** What to do **
Where the word "Light" occurs in a line of the listing below, copy that line.

** Supplied information **
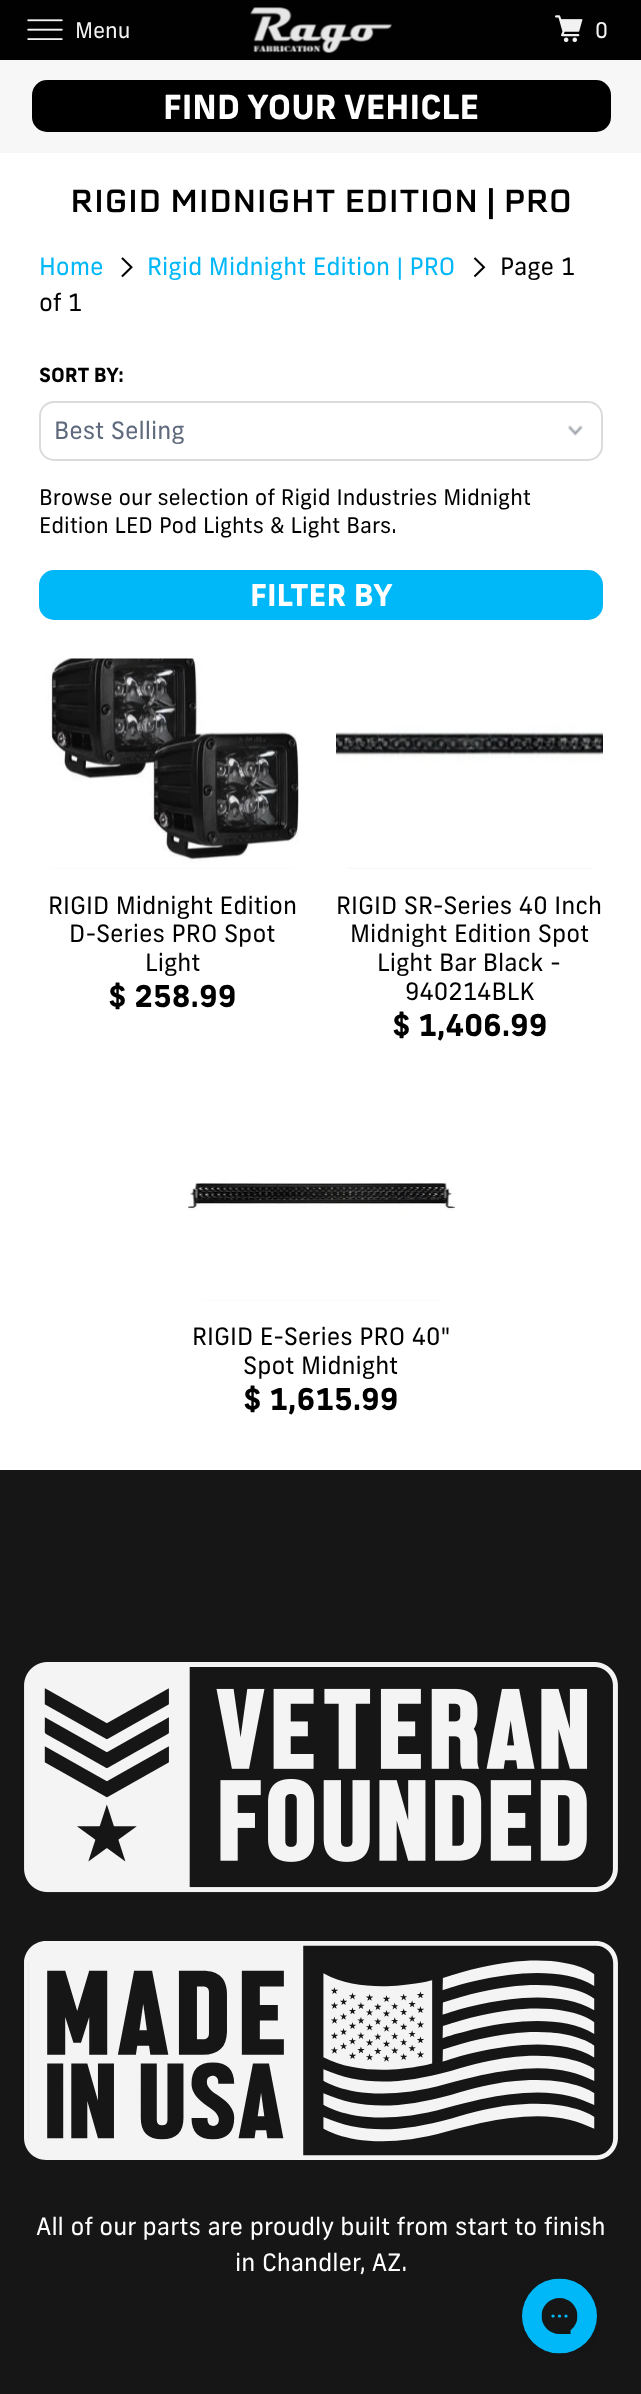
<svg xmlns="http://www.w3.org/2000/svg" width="641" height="2394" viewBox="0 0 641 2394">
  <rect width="100%" height="100%" fill="#ffffff"/>
  <rect x="0" y="0" width="641" height="60" fill="#010101"/>
  <image x="27" y="19" width="36" height="21" href="img1.png"/>
  <text x="75" y="38" font-family="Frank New" font-size="21.6" fill="#f3f3f3">Menu</text>
  <image x="250" y="7" width="142" height="46" href="img2.png"/>
  <image x="555" y="15" width="28" height="28" href="img3.png"/>
  <text x="595" y="38" font-family="Frank New" font-size="21.6" fill="#f3f3f3">0</text>
  <rect x="0" y="60" width="641" height="93" fill="#f7f7f7"/>
  <rect x="32" y="80" width="579" height="52" rx="15" fill="#000000"/>
  <text x="163" y="119" font-family="Frank New" font-size="33.1" font-weight="bold" fill="#ffffff">FIND YOUR VEHICLE</text>
  <text x="70" y="212" font-family="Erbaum" font-size="31.25" fill="#000000">RIGID MIDNIGHT EDITION | PRO</text>
  <text x="39" y="275" font-family="Frank New" font-size="24" fill="#00b7f7">Home</text>
  <image x="121" y="257" width="12" height="21" href="img4.png"/>
  <text x="147" y="275" font-family="Frank New" font-size="24" fill="#00b7f7">Rigid Midnight Edition | PRO</text>
  <image x="473" y="257" width="13" height="21" href="img5.png"/>
  <text x="500" y="275" font-family="Frank New" font-size="24" fill="#000000">Page 1</text>
  <text x="39" y="311" font-family="Frank New" font-size="24" fill="#000000">of 1</text>
  <text x="39" y="382" font-family="Frank New" font-size="19.5" font-weight="bold" fill="#000000">SORT BY:</text>
  <image x="568" y="425" width="15" height="11" href="img6.png"/>
  <rect x="40" y="402" width="562" height="58" rx="14" fill="none" stroke="#d9dbdc" stroke-width="2"/>
  <text x="54" y="439" font-family="Frank New" font-size="24" fill="#5f6a7d">Best Selling</text>
  <text x="39" y="505" font-family="Frank New" font-size="21.6" fill="#000000">Browse our selection of Rigid Industries Midnight</text>
  <text x="39" y="533" font-family="Frank New" font-size="21.6" fill="#000000">Edition LED Pod Lights &amp; Light Bars.</text>
  <rect x="39" y="570" width="564" height="50" rx="15" fill="#00b7f7"/>
  <text x="250" y="606" font-family="Frank New" font-size="30" font-weight="bold" fill="#ffffff">FILTER BY</text>
  <rect x="39" y="659" width="267" height="210" rx="15" fill="#f7f7f7"/>
  <image x="39" y="658" width="267" height="211" href="img7.png"/>
  <text x="48" y="914" font-family="Frank New" font-size="24" fill="#000000">RIGID Midnight Edition</text>
  <text x="69" y="942" font-family="Frank New" font-size="24" fill="#000000">D-Series PRO Spot</text>
  <text x="145" y="971" font-family="Frank New" font-size="24" fill="#000000">Light</text>
  <text x="108" y="1007" font-family="Frank New" font-size="30" font-weight="bold" fill="#000000">$ 258.99</text>
  <rect x="336" y="659" width="267" height="210" rx="15" fill="#f7f7f7"/>
  <image x="336" y="659" width="267" height="209" href="img8.png"/>
  <text x="336" y="914" font-family="Frank New" font-size="24" fill="#000000">RIGID SR-Series 40 Inch</text>
  <text x="350" y="942" font-family="Frank New" font-size="24" fill="#000000">Midnight Edition Spot</text>
  <text x="377" y="971" font-family="Frank New" font-size="24" fill="#000000">Light Bar Black -</text>
  <text x="405" y="1000" font-family="Frank New" font-size="24" fill="#000000">940214BLK</text>
  <text x="392" y="1036" font-family="Frank New" font-size="30" font-weight="bold" fill="#000000">$ 1,406.99</text>
  <rect x="188" y="1091" width="267" height="210" rx="15" fill="#f7f7f7"/>
  <image x="188" y="1091" width="267" height="210" href="img9.png"/>
  <text x="192" y="1345" font-family="Frank New" font-size="24" fill="#000000">RIGID E-Series PRO 40"</text>
  <text x="243" y="1374" font-family="Frank New" font-size="24" fill="#000000">Spot Midnight</text>
  <text x="243" y="1410" font-family="Frank New" font-size="30" font-weight="bold" fill="#000000">$ 1,615.99</text>
  <rect x="0" y="1470" width="641" height="924" fill="#161616"/>
  <image x="24" y="1662" width="594" height="231" href="img10.png"/>
  <image x="24" y="1941" width="594" height="219" href="img11.png"/>
  <text x="36" y="2235" font-family="Frank New" font-size="24" fill="#ffffff">All of our parts are proudly built from start to finish</text>
  <text x="235" y="2271" font-family="Frank New" font-size="24" fill="#ffffff">in Chandler, AZ.</text>
  <image x="522" y="2278" width="75" height="76" href="img12.png"/>
</svg>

** Answer to the problem **
  <text x="39" y="533" font-family="Frank New" font-size="21.6" fill="#000000">Edition LED Pod Lights &amp; Light Bars.</text>
  <text x="145" y="971" font-family="Frank New" font-size="24" fill="#000000">Light</text>
  <text x="377" y="971" font-family="Frank New" font-size="24" fill="#000000">Light Bar Black -</text>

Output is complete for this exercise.